■ What to produce ■
Report each line of the records below that uses the word "order".

■ Data for this exercise ■
☆ ☆ ☆ ☆

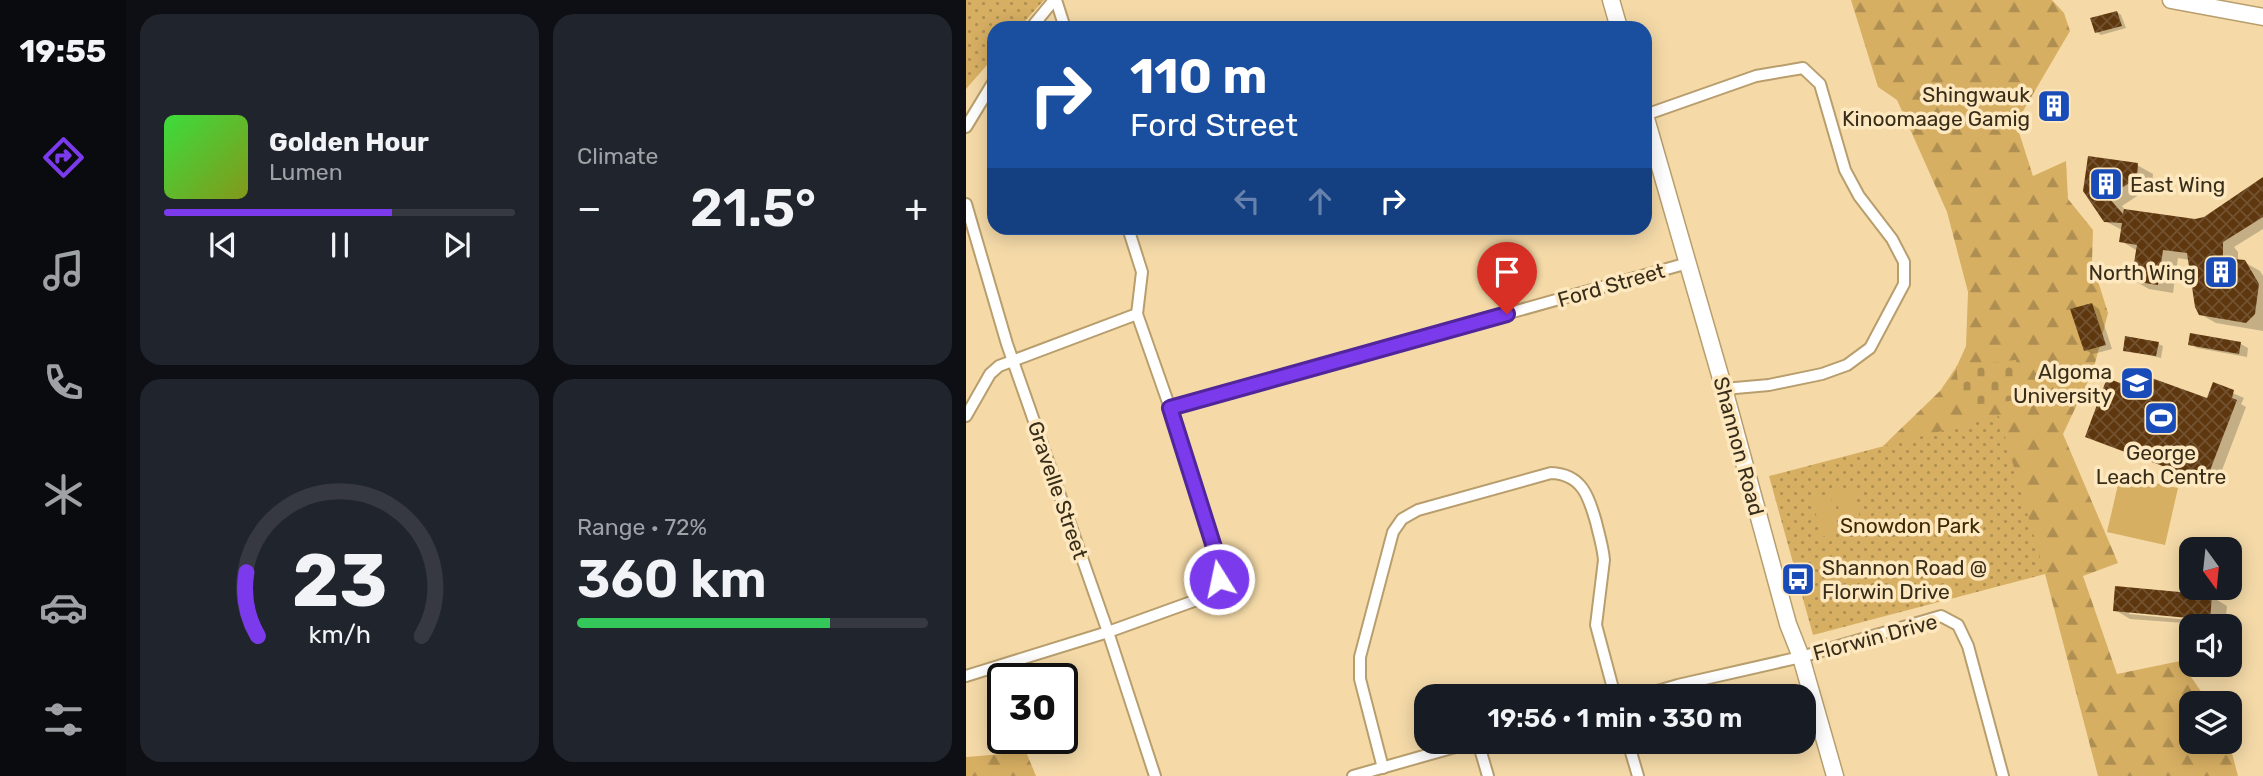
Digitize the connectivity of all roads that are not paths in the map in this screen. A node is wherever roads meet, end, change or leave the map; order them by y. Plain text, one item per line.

☆ ☆ ☆ ☆

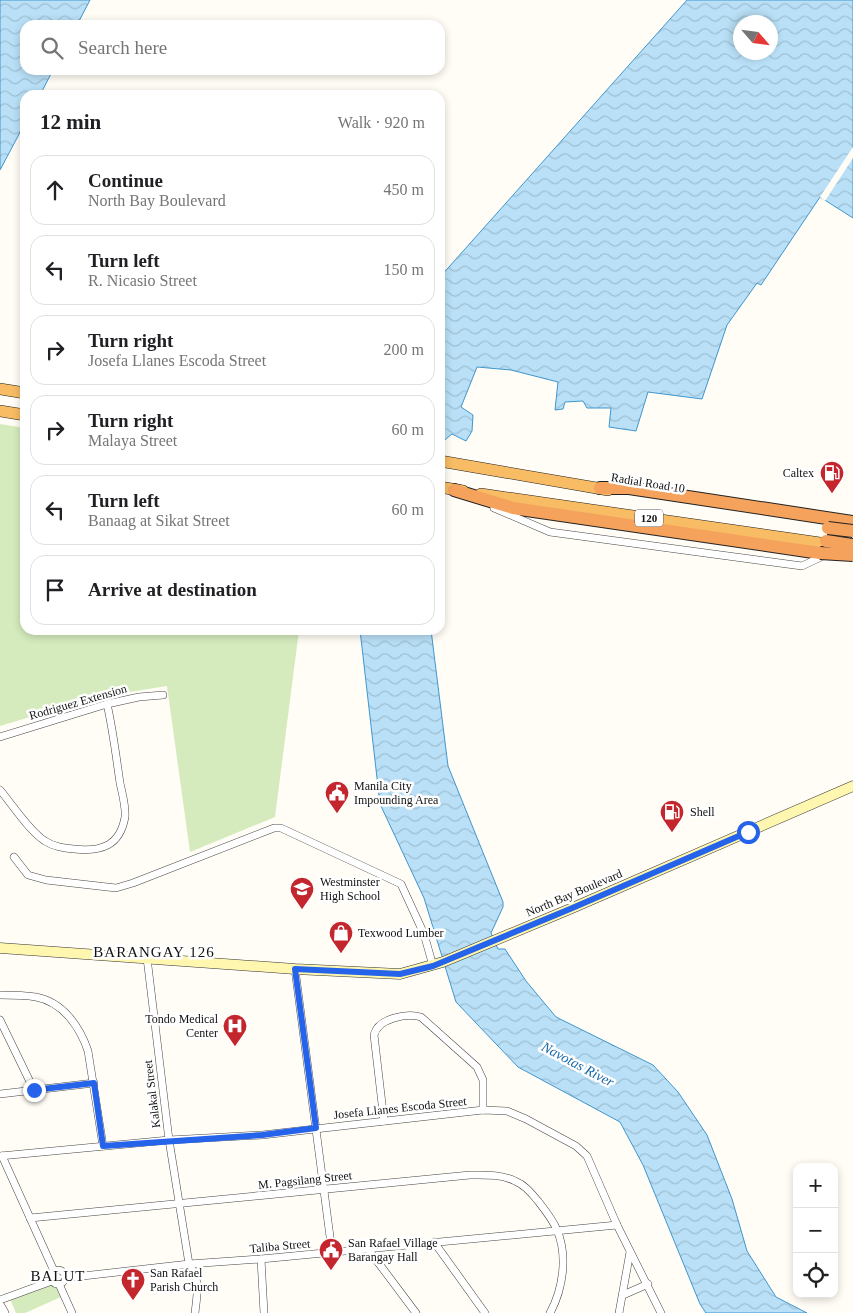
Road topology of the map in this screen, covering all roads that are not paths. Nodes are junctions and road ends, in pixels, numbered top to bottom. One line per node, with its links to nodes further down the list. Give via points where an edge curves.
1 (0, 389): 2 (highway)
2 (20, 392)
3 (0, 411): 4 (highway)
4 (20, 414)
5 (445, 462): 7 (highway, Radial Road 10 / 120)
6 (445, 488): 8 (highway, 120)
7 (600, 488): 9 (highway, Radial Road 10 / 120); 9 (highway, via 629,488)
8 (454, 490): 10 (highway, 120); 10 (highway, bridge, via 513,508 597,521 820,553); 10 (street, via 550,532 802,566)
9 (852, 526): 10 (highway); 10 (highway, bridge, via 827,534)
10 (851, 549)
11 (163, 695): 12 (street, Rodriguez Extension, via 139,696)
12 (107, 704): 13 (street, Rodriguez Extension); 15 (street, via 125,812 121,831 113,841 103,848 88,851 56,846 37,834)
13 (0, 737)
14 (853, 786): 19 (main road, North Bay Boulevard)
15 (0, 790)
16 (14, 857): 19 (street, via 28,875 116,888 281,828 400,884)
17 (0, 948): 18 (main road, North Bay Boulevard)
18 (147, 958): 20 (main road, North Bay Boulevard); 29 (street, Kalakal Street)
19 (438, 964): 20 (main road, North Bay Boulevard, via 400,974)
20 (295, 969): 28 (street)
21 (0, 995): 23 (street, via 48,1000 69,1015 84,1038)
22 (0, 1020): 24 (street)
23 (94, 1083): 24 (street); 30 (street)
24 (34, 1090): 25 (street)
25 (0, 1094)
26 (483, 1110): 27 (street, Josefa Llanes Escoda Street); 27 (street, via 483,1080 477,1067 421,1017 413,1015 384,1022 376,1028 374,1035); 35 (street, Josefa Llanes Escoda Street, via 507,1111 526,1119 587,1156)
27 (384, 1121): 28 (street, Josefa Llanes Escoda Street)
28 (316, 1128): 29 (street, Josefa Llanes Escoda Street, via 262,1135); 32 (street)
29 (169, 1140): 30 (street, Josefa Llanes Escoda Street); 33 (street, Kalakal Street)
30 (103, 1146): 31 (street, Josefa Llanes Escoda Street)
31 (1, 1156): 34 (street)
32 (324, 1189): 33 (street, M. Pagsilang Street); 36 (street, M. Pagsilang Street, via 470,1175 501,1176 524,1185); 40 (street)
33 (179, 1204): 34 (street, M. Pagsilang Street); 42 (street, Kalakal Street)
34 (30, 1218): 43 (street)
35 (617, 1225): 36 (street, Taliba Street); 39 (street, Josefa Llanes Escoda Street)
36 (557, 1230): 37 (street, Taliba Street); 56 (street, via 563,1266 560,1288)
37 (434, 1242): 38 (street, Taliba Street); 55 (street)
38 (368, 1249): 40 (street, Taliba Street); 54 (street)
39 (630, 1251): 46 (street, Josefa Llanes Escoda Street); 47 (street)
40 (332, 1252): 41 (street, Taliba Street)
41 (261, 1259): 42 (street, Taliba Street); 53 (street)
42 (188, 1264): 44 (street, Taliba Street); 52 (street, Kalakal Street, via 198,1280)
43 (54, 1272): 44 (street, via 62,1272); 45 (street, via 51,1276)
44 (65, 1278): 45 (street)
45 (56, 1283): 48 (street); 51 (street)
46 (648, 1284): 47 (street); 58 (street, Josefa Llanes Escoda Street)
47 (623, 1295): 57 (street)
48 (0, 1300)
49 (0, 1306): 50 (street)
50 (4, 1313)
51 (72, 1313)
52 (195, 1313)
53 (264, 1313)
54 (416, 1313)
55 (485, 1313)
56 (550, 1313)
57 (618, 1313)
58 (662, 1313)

☆ ☆ ☆ ☆

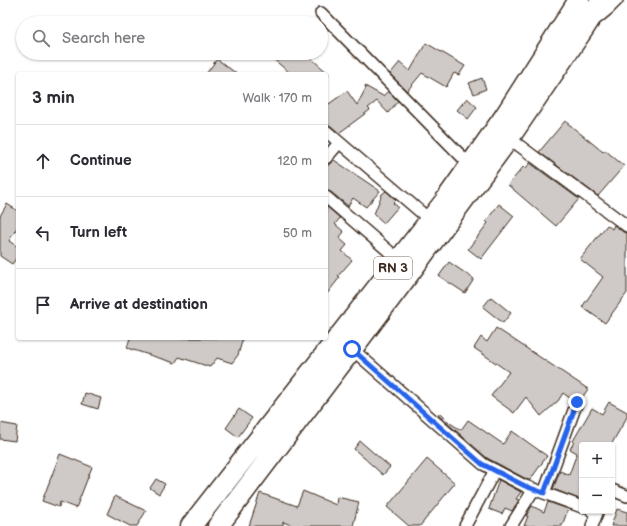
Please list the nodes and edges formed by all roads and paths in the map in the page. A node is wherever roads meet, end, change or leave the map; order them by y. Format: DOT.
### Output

☆ ☆ ☆ ☆

■ Answer ■
Digitize the connectivity of all roads that are not paths in the map in this screen. A node is wherever roads meet, end, change or leave the map; order them by y. Plain text, one item per line.
Please list the nodes and edges formed by all roads and paths in the map in the page. A node is wherever roads meet, end, change or leave the map; order them by y. Format: DOT.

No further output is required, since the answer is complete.